MATERIAL SHOWN Start Marker

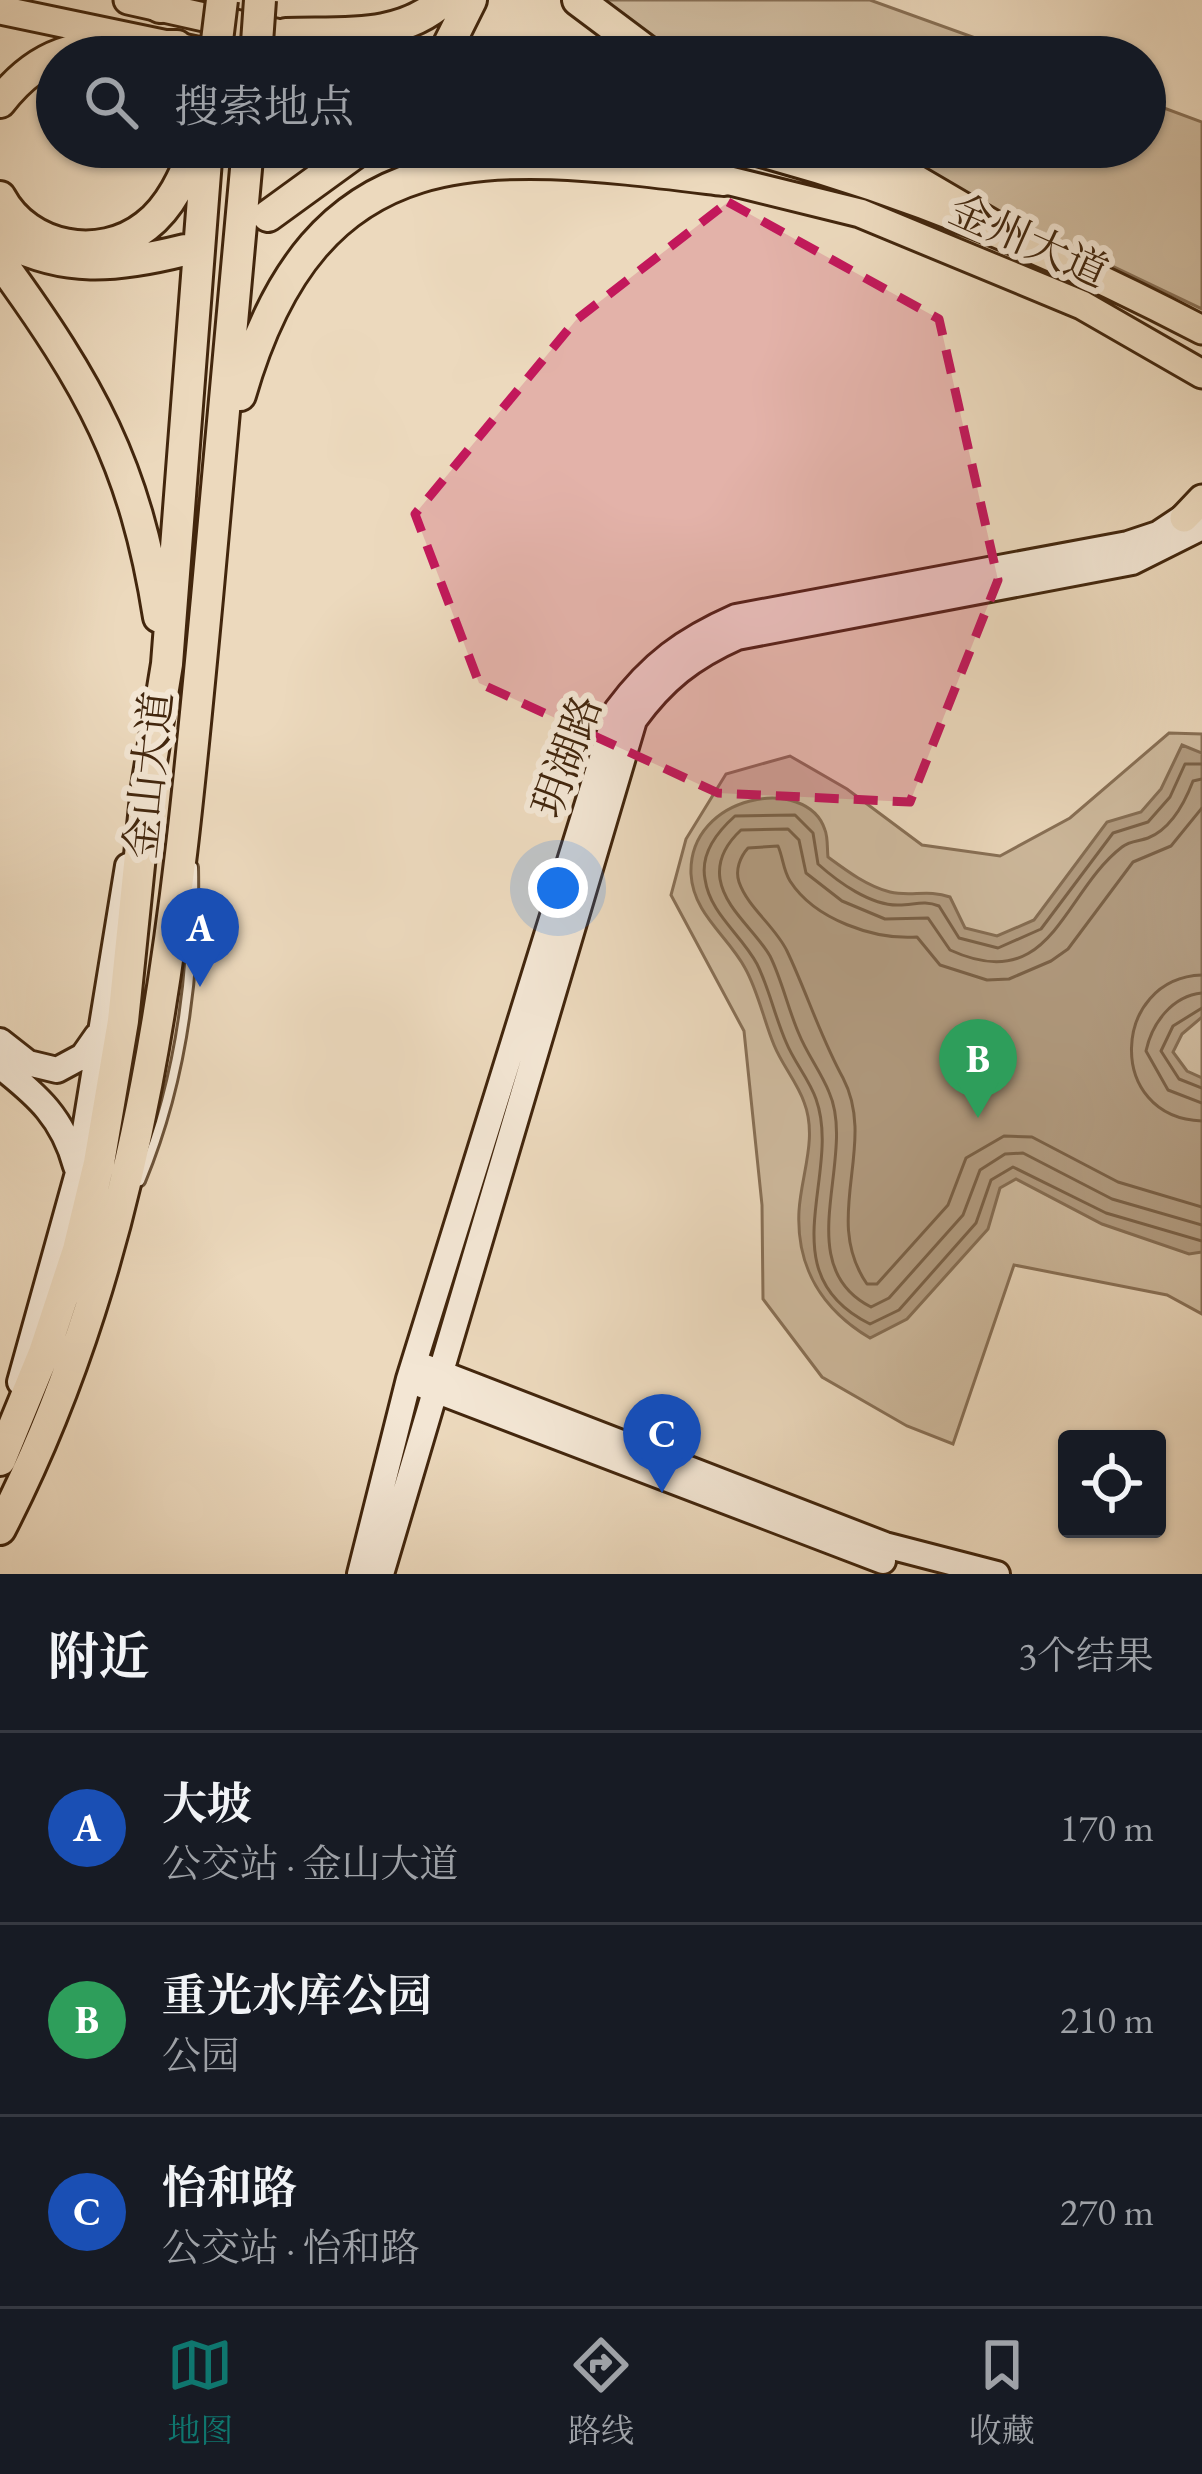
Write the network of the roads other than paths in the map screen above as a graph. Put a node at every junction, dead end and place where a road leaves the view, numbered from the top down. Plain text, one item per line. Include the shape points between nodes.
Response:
1 (128, 0) edge
2 (222, 0) edge
3 (260, 0) edge
4 (444, 0) edge
5 (471, 0) edge
6 (578, 0) edge
7 (154, 3) edge
8 (0, 10) edge
9 (286, 34) junction
10 (128, 36) edge
11 (218, 36) edge
12 (257, 36) edge
13 (294, 36) edge
14 (453, 36) edge
15 (626, 36) edge
16 (36, 67) edge
17 (0, 102) edge
18 (185, 168) edge
19 (205, 168) edge
20 (246, 168) edge
21 (333, 168) edge
22 (447, 168) edge
23 (627, 168) edge
24 (681, 168) edge
25 (819, 168) edge
26 (892, 168) edge
27 (724, 180) junction
28 (0, 197) edge
29 (268, 216) dead end
30 (1003, 232) junction
31 (0, 238) edge
32 (185, 250) dead end
33 (0, 261) edge
34 (1082, 305) junction
35 (1202, 330) edge
36 (1163, 353) junction
37 (1202, 355) edge
38 (1202, 374) edge
39 (1202, 383) edge
40 (221, 458) junction
41 (1198, 512) edge
42 (167, 664) junction
43 (147, 788) junction
44 (105, 1017) junction
45 (0, 1041) edge
46 (0, 1066) edge
47 (78, 1173) junction
48 (423, 1376) junction
49 (0, 1456) edge
50 (0, 1529) edge
51 (360, 1574) edge
52 (381, 1574) edge
53 (928, 1574) edge
54 (997, 1574) edge

1 - 7 main road
2 - 11 highway, bridge
3 - 12 highway, bridge
4 - 9 highway via 392,30
5 - 14 highway
6 - 15 highway
7 - 9 main road
8 - 10 main road
9 - 13 main road
16 - 17 highway
18 - 28 highway via 145,227 99,247 46,239
19 - 42 highway, 金山大道
20 - 40 highway, 金山大道
21 - 29 highway
22 - 40 highway via 350,211 320,235 263,322
23 - 27 highway
24 - 27 main road, 金州大道
25 - 30 main road, 金州大道
26 - 30 highway
27 - 34 main road, 金州大道 via 860,213
30 - 35 main road, 金州大道
31 - 32 highway via 46,261 99,268
33 - 42 highway via 85,387 127,472
34 - 36 main road, 金州大道
34 - 37 main road
36 - 38 main road, 金州大道
36 - 39 main road
40 - 50 highway, 金山大道 via 191,791 130,1173 63,1385
41 - 48 main road, 玥湖路 via 1128,544 736,617 685,640 646,672 617,710
42 - 43 highway, 金山大道
43 - 44 main road via 116,914
43 - 49 highway, 金山大道 via 99,1163 44,1353
44 - 45 main road via 83,1056 57,1070 28,1063
44 - 47 main road
46 - 47 main road via 60,1121
47 - 49 main road
48 - 51 main road, 玥湖路
48 - 52 main road, 玥湖路
48 - 53 main road via 670,1483
48 - 54 main road via 886,1545

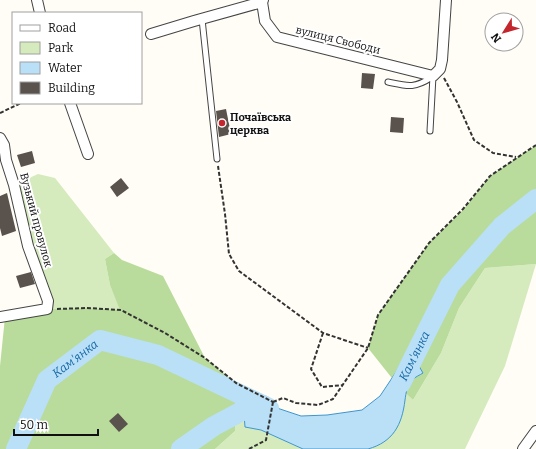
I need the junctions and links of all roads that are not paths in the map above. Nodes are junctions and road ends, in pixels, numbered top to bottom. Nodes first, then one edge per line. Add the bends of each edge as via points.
1 (37, 0) edge
2 (446, 0) edge
3 (262, 1) edge
4 (40, 12) edge
5 (202, 19) junction
6 (151, 34) dead end
7 (436, 72) junction
8 (388, 82) dead end
9 (70, 104) edge
10 (430, 131) dead end
11 (0, 138) edge
12 (88, 154) dead end
13 (217, 159) road end
14 (0, 317) edge
15 (536, 431) edge
16 (523, 449) edge

1 - 4 street
2 - 7 street via 442,60
3 - 5 street
3 - 7 street, вулиця Свободи via 265,21 277,37
5 - 6 street
5 - 13 lane
7 - 8 lane via 422,84 407,86
7 - 10 lane
9 - 12 street
11 - 14 street, Вузький провулок via 4,144 28,246 48,300 47,309
15 - 16 street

MATERIAL SHOWN End Marker

PROBLEM: In your copy of the entries above, leave out the pictures and keep every word exact.

REPLY TO THE TASK:
Write the network of the roads other than paths in the map screen above as a graph. Put a node at every junction, dead end and place where a road leaves the view, numbered from the top down. Plain text, one item per line. Include the shape points between nodes.
Response:
1 (128, 0) edge
2 (222, 0) edge
3 (260, 0) edge
4 (444, 0) edge
5 (471, 0) edge
6 (578, 0) edge
7 (154, 3) edge
8 (0, 10) edge
9 (286, 34) junction
10 (128, 36) edge
11 (218, 36) edge
12 (257, 36) edge
13 (294, 36) edge
14 (453, 36) edge
15 (626, 36) edge
16 (36, 67) edge
17 (0, 102) edge
18 (185, 168) edge
19 (205, 168) edge
20 (246, 168) edge
21 (333, 168) edge
22 (447, 168) edge
23 (627, 168) edge
24 (681, 168) edge
25 (819, 168) edge
26 (892, 168) edge
27 (724, 180) junction
28 (0, 197) edge
29 (268, 216) dead end
30 (1003, 232) junction
31 (0, 238) edge
32 (185, 250) dead end
33 (0, 261) edge
34 (1082, 305) junction
35 (1202, 330) edge
36 (1163, 353) junction
37 (1202, 355) edge
38 (1202, 374) edge
39 (1202, 383) edge
40 (221, 458) junction
41 (1198, 512) edge
42 (167, 664) junction
43 (147, 788) junction
44 (105, 1017) junction
45 (0, 1041) edge
46 (0, 1066) edge
47 (78, 1173) junction
48 (423, 1376) junction
49 (0, 1456) edge
50 (0, 1529) edge
51 (360, 1574) edge
52 (381, 1574) edge
53 (928, 1574) edge
54 (997, 1574) edge

1 - 7 main road
2 - 11 highway, bridge
3 - 12 highway, bridge
4 - 9 highway via 392,30
5 - 14 highway
6 - 15 highway
7 - 9 main road
8 - 10 main road
9 - 13 main road
16 - 17 highway
18 - 28 highway via 145,227 99,247 46,239
19 - 42 highway, 金山大道
20 - 40 highway, 金山大道
21 - 29 highway
22 - 40 highway via 350,211 320,235 263,322
23 - 27 highway
24 - 27 main road, 金州大道
25 - 30 main road, 金州大道
26 - 30 highway
27 - 34 main road, 金州大道 via 860,213
30 - 35 main road, 金州大道
31 - 32 highway via 46,261 99,268
33 - 42 highway via 85,387 127,472
34 - 36 main road, 金州大道
34 - 37 main road
36 - 38 main road, 金州大道
36 - 39 main road
40 - 50 highway, 金山大道 via 191,791 130,1173 63,1385
41 - 48 main road, 玥湖路 via 1128,544 736,617 685,640 646,672 617,710
42 - 43 highway, 金山大道
43 - 44 main road via 116,914
43 - 49 highway, 金山大道 via 99,1163 44,1353
44 - 45 main road via 83,1056 57,1070 28,1063
44 - 47 main road
46 - 47 main road via 60,1121
47 - 49 main road
48 - 51 main road, 玥湖路
48 - 52 main road, 玥湖路
48 - 53 main road via 670,1483
48 - 54 main road via 886,1545

I need the junctions and links of all roads that are not paths in the map above. Nodes are junctions and road ends, in pixels, numbered top to bottom. Nodes first, then one edge per line. Add the bends of each edge as via points.
1 (37, 0) edge
2 (446, 0) edge
3 (262, 1) edge
4 (40, 12) edge
5 (202, 19) junction
6 (151, 34) dead end
7 (436, 72) junction
8 (388, 82) dead end
9 (70, 104) edge
10 (430, 131) dead end
11 (0, 138) edge
12 (88, 154) dead end
13 (217, 159) road end
14 (0, 317) edge
15 (536, 431) edge
16 (523, 449) edge

1 - 4 street
2 - 7 street via 442,60
3 - 5 street
3 - 7 street, вулиця Свободи via 265,21 277,37
5 - 6 street
5 - 13 lane
7 - 8 lane via 422,84 407,86
7 - 10 lane
9 - 12 street
11 - 14 street, Вузький провулок via 4,144 28,246 48,300 47,309
15 - 16 street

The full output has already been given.